[Exercise description] Each line from the beginning of the data below through the line containing "Build a routing" should be repeated exactly, please.

[Data records]
=== Section Start ===

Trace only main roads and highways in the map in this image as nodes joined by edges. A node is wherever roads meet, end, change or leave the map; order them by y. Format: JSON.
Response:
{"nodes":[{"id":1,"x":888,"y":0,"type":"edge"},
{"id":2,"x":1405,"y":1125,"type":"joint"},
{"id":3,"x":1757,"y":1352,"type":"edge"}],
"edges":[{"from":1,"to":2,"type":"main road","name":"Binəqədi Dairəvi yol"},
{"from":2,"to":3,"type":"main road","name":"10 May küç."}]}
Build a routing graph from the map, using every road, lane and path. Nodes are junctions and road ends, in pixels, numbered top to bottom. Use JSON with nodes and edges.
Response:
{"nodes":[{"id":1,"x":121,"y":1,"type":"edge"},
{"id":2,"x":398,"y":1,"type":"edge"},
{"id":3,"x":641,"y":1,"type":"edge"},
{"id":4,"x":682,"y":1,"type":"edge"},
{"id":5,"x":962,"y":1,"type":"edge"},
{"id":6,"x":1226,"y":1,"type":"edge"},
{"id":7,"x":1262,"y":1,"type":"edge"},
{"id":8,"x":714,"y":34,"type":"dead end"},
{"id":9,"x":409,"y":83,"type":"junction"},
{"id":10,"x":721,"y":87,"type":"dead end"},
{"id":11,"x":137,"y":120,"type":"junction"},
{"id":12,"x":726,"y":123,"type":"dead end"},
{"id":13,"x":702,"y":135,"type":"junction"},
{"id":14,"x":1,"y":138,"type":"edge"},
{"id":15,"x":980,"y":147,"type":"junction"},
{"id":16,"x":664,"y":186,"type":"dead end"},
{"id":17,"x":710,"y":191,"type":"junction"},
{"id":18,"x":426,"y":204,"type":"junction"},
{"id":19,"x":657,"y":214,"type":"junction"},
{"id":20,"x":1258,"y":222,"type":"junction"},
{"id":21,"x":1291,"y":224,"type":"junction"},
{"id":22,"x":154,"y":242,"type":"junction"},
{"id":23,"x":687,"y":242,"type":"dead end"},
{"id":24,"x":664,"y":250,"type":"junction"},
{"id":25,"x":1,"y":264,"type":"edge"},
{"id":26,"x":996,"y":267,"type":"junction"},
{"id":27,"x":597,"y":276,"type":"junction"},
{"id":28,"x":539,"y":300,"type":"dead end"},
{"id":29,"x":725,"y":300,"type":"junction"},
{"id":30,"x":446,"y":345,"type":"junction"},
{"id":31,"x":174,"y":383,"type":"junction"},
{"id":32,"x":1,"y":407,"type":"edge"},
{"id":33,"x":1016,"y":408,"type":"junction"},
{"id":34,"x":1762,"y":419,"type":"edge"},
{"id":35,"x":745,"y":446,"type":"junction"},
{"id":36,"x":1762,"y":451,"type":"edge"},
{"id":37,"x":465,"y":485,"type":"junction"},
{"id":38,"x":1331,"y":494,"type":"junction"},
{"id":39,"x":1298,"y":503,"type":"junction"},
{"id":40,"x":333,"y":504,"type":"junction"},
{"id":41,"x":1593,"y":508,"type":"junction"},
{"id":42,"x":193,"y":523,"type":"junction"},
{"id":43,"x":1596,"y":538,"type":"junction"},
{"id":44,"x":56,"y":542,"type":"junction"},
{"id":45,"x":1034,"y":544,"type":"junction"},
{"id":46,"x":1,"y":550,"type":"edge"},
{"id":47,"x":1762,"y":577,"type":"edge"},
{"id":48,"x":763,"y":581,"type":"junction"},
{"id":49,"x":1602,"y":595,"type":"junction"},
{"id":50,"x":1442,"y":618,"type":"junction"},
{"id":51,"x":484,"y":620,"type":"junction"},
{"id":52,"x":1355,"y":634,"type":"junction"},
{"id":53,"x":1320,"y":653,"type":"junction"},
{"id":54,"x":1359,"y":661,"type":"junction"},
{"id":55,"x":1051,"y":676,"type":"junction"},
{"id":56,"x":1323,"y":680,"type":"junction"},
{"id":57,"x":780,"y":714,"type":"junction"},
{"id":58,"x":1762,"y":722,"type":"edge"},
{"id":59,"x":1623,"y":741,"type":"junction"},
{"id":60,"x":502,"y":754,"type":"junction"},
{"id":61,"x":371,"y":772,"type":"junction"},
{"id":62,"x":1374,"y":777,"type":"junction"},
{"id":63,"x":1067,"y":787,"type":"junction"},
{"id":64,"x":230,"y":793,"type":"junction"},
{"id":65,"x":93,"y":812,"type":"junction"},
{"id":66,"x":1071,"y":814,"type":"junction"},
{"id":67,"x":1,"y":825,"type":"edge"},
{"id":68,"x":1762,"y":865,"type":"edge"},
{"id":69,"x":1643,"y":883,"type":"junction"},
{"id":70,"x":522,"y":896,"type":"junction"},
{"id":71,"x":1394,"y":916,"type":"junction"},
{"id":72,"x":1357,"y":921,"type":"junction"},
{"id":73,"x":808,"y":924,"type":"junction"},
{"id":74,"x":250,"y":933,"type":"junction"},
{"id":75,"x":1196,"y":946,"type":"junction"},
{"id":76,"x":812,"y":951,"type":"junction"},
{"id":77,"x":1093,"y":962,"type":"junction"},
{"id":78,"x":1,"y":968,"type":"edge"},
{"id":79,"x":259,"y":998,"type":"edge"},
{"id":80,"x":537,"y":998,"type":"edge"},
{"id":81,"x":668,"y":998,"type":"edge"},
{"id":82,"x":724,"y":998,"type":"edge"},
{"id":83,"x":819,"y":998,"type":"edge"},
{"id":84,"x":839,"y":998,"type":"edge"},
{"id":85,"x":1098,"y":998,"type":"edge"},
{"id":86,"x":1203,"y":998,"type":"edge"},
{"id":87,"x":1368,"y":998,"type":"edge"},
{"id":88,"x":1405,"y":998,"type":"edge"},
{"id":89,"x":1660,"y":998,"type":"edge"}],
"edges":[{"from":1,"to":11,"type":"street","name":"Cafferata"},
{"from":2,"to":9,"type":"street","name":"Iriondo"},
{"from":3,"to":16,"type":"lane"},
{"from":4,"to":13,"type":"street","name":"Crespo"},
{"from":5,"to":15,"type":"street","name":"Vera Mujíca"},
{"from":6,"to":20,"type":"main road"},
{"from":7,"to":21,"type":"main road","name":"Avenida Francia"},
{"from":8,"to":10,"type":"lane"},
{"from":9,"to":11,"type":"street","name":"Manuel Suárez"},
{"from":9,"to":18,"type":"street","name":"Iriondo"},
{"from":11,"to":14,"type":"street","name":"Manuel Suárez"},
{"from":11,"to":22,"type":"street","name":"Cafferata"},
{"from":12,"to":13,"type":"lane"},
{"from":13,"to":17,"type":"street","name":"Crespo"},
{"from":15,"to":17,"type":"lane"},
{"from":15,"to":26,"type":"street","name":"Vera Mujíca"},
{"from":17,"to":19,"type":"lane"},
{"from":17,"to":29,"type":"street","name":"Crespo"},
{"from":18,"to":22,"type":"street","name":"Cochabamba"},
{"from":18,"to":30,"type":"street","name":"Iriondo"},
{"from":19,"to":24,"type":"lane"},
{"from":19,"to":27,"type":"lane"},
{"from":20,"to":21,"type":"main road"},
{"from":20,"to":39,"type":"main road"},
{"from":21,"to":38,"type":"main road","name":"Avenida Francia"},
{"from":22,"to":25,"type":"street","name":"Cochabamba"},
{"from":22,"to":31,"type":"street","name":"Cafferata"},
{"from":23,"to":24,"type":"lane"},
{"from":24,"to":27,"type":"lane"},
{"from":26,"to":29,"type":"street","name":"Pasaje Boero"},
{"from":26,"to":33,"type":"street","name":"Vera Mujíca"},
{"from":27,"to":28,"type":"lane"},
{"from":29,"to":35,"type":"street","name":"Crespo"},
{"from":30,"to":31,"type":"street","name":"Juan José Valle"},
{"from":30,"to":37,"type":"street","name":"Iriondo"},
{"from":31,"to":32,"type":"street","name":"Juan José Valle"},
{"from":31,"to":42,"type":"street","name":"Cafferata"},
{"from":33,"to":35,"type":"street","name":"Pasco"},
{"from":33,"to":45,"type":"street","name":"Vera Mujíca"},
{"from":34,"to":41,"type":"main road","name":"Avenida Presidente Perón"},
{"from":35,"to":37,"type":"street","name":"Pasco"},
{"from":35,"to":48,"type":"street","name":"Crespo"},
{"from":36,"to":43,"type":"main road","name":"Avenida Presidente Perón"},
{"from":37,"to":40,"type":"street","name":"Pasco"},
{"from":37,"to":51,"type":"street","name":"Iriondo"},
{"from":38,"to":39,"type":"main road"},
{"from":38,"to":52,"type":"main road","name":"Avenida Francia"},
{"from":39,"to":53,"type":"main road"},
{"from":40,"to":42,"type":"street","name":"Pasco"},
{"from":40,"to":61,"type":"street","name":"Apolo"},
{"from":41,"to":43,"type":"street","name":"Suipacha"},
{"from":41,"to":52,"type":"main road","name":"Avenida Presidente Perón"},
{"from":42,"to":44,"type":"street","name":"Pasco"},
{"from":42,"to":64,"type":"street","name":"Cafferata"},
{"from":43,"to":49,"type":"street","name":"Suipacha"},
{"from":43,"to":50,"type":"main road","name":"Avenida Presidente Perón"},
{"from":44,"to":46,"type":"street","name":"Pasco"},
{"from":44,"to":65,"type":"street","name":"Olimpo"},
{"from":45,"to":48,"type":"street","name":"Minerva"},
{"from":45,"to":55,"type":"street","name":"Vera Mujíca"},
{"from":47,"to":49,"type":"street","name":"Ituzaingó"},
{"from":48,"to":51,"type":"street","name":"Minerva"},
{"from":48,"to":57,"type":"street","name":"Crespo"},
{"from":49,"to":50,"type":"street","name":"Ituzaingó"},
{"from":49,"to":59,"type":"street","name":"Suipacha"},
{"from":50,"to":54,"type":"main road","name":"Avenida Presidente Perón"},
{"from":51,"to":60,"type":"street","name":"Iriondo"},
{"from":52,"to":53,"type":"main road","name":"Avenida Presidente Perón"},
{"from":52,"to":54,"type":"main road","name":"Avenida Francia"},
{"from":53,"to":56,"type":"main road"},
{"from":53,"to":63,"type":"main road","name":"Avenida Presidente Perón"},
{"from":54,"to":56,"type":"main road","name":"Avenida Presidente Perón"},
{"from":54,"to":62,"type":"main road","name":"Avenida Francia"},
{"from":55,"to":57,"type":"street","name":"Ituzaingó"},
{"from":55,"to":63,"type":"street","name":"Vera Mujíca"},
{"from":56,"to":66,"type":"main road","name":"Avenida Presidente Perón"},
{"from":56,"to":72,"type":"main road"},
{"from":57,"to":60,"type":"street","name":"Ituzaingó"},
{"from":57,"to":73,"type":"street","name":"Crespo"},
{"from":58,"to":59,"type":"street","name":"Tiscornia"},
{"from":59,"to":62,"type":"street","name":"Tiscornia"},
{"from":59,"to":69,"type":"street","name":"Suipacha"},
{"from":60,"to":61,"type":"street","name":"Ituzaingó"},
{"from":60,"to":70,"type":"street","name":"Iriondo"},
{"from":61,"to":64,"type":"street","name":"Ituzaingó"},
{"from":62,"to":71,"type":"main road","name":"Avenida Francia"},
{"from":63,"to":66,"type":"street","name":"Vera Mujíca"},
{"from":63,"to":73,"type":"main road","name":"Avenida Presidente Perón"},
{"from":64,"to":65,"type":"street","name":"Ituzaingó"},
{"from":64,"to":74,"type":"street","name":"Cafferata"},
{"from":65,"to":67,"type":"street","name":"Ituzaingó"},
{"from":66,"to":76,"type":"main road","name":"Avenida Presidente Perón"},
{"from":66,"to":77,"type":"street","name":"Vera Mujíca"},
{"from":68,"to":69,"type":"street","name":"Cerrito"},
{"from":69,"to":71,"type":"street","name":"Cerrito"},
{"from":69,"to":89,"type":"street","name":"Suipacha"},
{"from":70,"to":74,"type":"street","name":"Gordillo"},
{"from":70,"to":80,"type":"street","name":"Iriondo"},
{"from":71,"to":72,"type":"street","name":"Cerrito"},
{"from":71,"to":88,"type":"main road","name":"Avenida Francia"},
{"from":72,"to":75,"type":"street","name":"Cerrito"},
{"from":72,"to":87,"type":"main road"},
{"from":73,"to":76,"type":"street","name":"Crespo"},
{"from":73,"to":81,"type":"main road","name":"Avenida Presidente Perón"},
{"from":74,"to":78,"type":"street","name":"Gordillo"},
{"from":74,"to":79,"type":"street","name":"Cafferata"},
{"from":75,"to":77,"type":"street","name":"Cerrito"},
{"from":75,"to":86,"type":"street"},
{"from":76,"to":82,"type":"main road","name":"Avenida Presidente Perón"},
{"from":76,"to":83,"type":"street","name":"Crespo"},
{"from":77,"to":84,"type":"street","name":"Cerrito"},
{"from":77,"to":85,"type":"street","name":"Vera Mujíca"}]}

=== Section End ===

[Solution for this exercise]
Trace only main roads and highways in the map in this image as nodes joined by edges. A node is wherever roads meet, end, change or leave the map; order them by y. Format: JSON.
Response:
{"nodes":[{"id":1,"x":888,"y":0,"type":"edge"},
{"id":2,"x":1405,"y":1125,"type":"joint"},
{"id":3,"x":1757,"y":1352,"type":"edge"}],
"edges":[{"from":1,"to":2,"type":"main road","name":"Binəqədi Dairəvi yol"},
{"from":2,"to":3,"type":"main road","name":"10 May küç."}]}
Build a routing graph from the map, using every road, lane and path. Nodes are junctions and road ends, in pixels, numbered top to bottom. Use JSON with nodes and edges.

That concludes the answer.